Still no podcast. Still no job. Still no medical form. Still no motorbike license either. Every time I ring the guy he's busy and gives me another time to ring him. Can't blame him for that really though as a lot of people are trying to get theirs out the way before the weather gets too cold. I've also had quite a while to get this test over and done with. So, yep, can't really blame him for being a success. If it wasn't for the fact that my dad had already paid for it and that he had half of my driving license I'd have given up by now and accepted it's not meant to be right now. If you're wondering what I mean when I say he has half of my license I mean that he has the paper part of my license. The piece of paper that you get when you apply for a license. He can't keep my card license so he keeps a hold of that. I'm not entirely sure why. Well anyway, he still has it.

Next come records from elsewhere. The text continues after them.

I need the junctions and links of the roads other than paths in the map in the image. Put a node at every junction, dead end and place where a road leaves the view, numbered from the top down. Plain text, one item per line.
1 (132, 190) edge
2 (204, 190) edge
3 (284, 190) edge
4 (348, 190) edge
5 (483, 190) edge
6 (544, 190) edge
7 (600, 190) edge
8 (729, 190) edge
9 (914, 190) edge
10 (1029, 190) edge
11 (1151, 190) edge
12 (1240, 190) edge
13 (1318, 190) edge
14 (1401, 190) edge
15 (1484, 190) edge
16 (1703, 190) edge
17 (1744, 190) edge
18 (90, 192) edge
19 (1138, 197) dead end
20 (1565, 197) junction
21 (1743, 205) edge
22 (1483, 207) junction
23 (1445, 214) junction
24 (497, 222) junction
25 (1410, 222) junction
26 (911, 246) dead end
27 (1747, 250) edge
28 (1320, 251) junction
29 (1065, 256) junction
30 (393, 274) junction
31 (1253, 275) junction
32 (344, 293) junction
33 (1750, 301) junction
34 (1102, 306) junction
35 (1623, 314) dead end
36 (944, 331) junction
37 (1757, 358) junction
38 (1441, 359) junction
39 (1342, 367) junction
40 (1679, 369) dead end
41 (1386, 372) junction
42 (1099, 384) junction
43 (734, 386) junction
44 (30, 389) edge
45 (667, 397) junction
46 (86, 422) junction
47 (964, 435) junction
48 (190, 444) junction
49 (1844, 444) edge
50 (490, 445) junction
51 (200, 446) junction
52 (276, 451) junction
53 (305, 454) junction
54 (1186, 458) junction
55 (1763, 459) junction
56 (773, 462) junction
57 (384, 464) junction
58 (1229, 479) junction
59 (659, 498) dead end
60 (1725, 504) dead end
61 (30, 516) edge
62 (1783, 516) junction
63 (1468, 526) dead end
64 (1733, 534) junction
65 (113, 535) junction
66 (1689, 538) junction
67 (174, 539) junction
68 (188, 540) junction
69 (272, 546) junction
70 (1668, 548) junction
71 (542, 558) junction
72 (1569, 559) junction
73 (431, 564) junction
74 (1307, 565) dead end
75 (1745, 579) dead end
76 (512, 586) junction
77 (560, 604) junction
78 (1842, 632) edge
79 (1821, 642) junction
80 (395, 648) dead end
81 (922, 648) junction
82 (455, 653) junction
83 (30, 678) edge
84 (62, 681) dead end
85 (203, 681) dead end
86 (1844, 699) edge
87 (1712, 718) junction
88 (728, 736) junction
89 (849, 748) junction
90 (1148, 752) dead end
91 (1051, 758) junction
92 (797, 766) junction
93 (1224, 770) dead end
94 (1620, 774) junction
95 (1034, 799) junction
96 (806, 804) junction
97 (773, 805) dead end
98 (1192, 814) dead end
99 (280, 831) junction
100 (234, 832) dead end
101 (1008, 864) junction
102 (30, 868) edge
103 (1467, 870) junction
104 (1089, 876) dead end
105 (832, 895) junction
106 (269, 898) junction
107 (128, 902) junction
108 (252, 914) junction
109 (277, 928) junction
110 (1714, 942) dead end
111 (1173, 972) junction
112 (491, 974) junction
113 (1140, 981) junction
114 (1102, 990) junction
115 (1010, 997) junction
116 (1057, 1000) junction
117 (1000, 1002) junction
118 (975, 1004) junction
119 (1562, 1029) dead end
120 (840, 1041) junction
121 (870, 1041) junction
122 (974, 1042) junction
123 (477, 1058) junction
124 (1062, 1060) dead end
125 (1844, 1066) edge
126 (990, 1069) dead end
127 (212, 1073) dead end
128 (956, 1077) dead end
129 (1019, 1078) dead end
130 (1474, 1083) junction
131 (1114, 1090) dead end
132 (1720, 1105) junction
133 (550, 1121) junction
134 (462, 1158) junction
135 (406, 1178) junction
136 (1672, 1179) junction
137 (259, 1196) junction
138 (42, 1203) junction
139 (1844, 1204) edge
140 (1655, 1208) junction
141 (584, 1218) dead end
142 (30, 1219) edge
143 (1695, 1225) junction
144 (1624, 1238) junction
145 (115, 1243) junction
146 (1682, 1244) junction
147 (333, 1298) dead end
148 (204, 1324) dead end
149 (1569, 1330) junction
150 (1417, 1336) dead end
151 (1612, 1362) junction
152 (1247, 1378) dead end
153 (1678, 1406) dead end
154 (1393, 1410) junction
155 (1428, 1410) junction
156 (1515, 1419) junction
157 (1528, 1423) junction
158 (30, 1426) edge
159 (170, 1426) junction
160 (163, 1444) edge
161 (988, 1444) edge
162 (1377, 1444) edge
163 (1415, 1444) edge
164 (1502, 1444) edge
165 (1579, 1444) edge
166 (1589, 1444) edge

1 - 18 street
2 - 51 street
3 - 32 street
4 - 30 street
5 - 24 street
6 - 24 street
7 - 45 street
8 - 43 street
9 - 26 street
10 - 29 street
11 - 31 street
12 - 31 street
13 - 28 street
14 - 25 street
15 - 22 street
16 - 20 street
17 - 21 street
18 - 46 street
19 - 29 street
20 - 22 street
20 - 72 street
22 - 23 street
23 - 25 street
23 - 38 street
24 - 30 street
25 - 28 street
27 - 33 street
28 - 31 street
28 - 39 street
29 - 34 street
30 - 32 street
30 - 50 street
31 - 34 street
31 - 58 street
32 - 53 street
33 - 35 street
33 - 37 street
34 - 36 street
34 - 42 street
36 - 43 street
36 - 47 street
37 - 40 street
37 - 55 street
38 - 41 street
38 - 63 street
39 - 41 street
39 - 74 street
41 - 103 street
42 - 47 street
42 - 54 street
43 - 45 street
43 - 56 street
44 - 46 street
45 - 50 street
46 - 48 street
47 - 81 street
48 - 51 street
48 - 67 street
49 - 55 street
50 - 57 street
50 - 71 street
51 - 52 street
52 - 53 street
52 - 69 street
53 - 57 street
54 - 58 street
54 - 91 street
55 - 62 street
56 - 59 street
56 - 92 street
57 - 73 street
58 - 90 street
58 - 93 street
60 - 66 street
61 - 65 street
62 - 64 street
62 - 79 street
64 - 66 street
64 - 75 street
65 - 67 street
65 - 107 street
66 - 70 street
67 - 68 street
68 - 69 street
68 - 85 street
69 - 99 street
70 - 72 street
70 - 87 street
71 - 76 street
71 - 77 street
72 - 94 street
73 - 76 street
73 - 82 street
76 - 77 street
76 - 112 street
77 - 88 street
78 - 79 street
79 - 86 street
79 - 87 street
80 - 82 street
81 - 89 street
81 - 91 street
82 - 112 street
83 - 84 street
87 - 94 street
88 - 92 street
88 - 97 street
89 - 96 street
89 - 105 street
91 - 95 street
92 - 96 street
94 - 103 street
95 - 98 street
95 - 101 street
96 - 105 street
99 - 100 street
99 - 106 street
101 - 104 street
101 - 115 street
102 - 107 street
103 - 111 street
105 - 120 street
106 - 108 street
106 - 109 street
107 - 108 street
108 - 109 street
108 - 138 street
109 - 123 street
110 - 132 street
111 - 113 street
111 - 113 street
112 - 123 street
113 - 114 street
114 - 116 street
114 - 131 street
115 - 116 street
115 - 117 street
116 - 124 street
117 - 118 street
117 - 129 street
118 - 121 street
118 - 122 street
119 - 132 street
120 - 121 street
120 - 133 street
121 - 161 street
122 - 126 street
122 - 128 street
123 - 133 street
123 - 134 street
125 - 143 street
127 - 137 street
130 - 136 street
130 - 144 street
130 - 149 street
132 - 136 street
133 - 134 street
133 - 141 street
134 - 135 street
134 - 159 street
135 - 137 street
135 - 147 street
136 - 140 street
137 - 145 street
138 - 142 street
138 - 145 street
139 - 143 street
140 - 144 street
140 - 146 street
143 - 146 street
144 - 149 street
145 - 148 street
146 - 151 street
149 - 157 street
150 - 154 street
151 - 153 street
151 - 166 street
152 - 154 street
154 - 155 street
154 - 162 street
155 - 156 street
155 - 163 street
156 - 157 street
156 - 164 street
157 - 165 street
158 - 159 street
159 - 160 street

I was actually going to record a podcast but then I ended up talking to a friend for a good few hours and playing some scrabble with them because I don't have that much of a life, even with friends. I also don't have much of a sleep schedule. Sheesh it's four AM as I write this and I plan to be up in about six hours or so. I want to go out on a walk some time today too. I'm getting even more unfit and it's really starting to bother me now. Not enough to go to the gym, but certainly enough to go out on a walk. I much prefer an actual walk to a treadmill or an exercise bike. It's more of a challenge on the body and I'm actually going somewhere. I think that might be another problem I have with the gym. In any case, it became really really apparent today just how much free time I have that I'm wasting so I'm going to do something productive.
I'm also going to book an appointment with my doctor. Medical form or not, I suppose I really need to get checked out for diabetes. If by some miracle my form arrives today I can take it with me. If not then I can just book myself back in again some other time. At least if I don't get this job for some reason I can say in a calm and clear voice "It wasn't my fault."
I won't believe me but it's worth a shot.